=== DATA SECTION ===
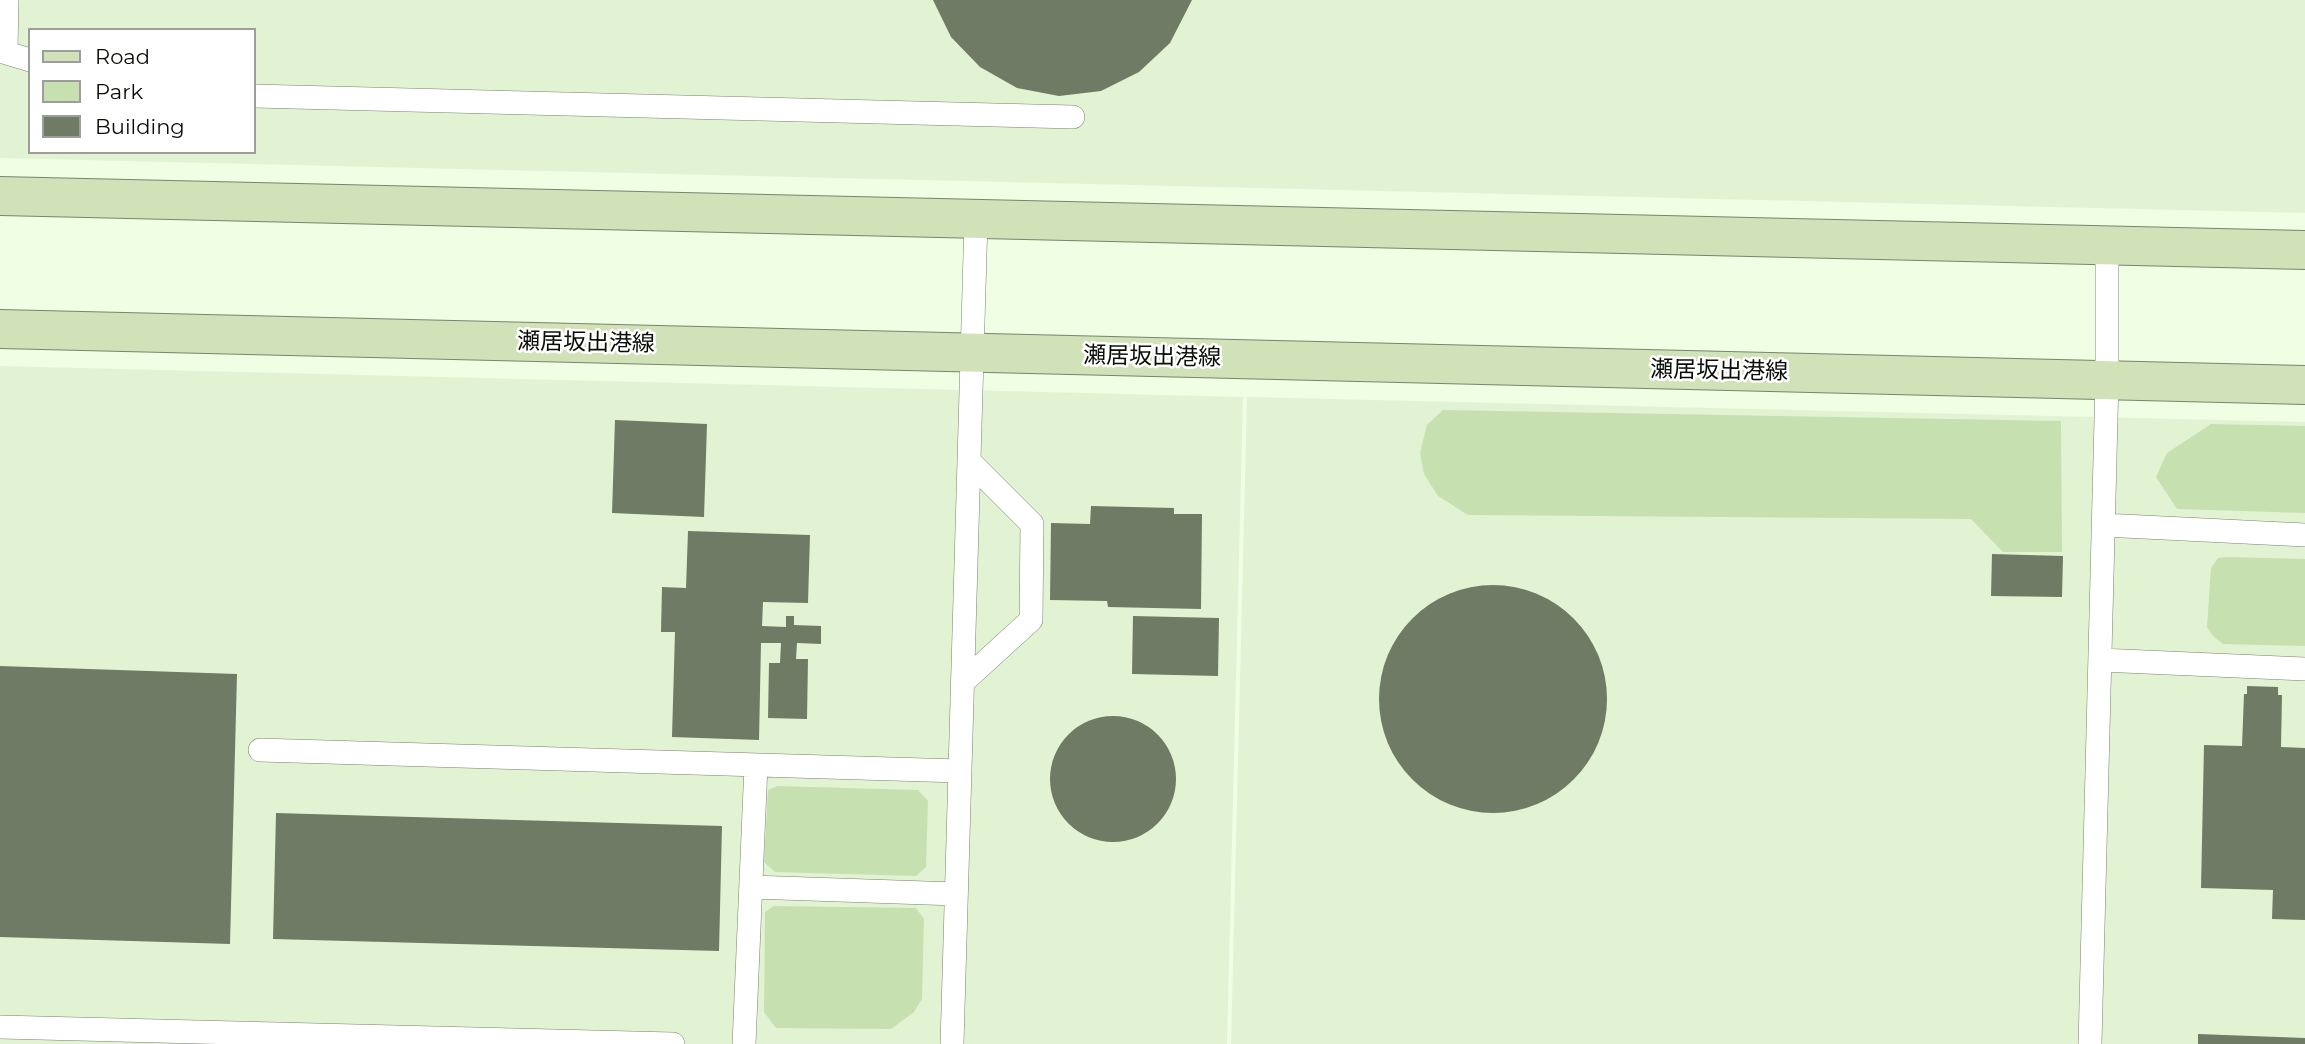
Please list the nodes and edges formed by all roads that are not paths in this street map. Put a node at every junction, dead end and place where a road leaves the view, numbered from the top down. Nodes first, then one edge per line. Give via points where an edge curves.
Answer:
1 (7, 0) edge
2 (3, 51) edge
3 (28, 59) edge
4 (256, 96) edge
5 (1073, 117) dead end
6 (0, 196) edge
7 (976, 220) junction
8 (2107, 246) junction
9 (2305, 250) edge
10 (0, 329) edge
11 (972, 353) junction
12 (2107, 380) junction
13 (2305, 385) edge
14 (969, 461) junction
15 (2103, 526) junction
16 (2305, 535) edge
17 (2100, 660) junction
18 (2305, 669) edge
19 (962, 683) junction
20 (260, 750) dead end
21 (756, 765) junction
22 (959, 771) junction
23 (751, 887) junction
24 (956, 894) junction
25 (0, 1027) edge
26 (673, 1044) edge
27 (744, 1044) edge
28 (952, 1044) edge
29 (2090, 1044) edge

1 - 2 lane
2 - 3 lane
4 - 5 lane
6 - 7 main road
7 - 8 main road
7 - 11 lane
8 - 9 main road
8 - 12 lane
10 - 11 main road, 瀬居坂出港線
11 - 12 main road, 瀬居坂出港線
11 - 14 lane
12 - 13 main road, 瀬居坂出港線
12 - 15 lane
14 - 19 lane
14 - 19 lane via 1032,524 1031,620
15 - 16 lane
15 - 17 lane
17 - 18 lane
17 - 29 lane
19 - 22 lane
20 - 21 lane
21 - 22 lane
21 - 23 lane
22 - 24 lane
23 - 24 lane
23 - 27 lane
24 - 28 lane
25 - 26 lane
===
PROBLEM TO SOLVE:
Would you give the records again exactly, dropping the pictures?

WRITTEN RESPONSE:
Please list the nodes and edges formed by all roads that are not paths in this street map. Put a node at every junction, dead end and place where a road leaves the view, numbered from the top down. Nodes first, then one edge per line. Give via points where an edge curves.
Answer:
1 (7, 0) edge
2 (3, 51) edge
3 (28, 59) edge
4 (256, 96) edge
5 (1073, 117) dead end
6 (0, 196) edge
7 (976, 220) junction
8 (2107, 246) junction
9 (2305, 250) edge
10 (0, 329) edge
11 (972, 353) junction
12 (2107, 380) junction
13 (2305, 385) edge
14 (969, 461) junction
15 (2103, 526) junction
16 (2305, 535) edge
17 (2100, 660) junction
18 (2305, 669) edge
19 (962, 683) junction
20 (260, 750) dead end
21 (756, 765) junction
22 (959, 771) junction
23 (751, 887) junction
24 (956, 894) junction
25 (0, 1027) edge
26 (673, 1044) edge
27 (744, 1044) edge
28 (952, 1044) edge
29 (2090, 1044) edge

1 - 2 lane
2 - 3 lane
4 - 5 lane
6 - 7 main road
7 - 8 main road
7 - 11 lane
8 - 9 main road
8 - 12 lane
10 - 11 main road, 瀬居坂出港線
11 - 12 main road, 瀬居坂出港線
11 - 14 lane
12 - 13 main road, 瀬居坂出港線
12 - 15 lane
14 - 19 lane
14 - 19 lane via 1032,524 1031,620
15 - 16 lane
15 - 17 lane
17 - 18 lane
17 - 29 lane
19 - 22 lane
20 - 21 lane
21 - 22 lane
21 - 23 lane
22 - 24 lane
23 - 24 lane
23 - 27 lane
24 - 28 lane
25 - 26 lane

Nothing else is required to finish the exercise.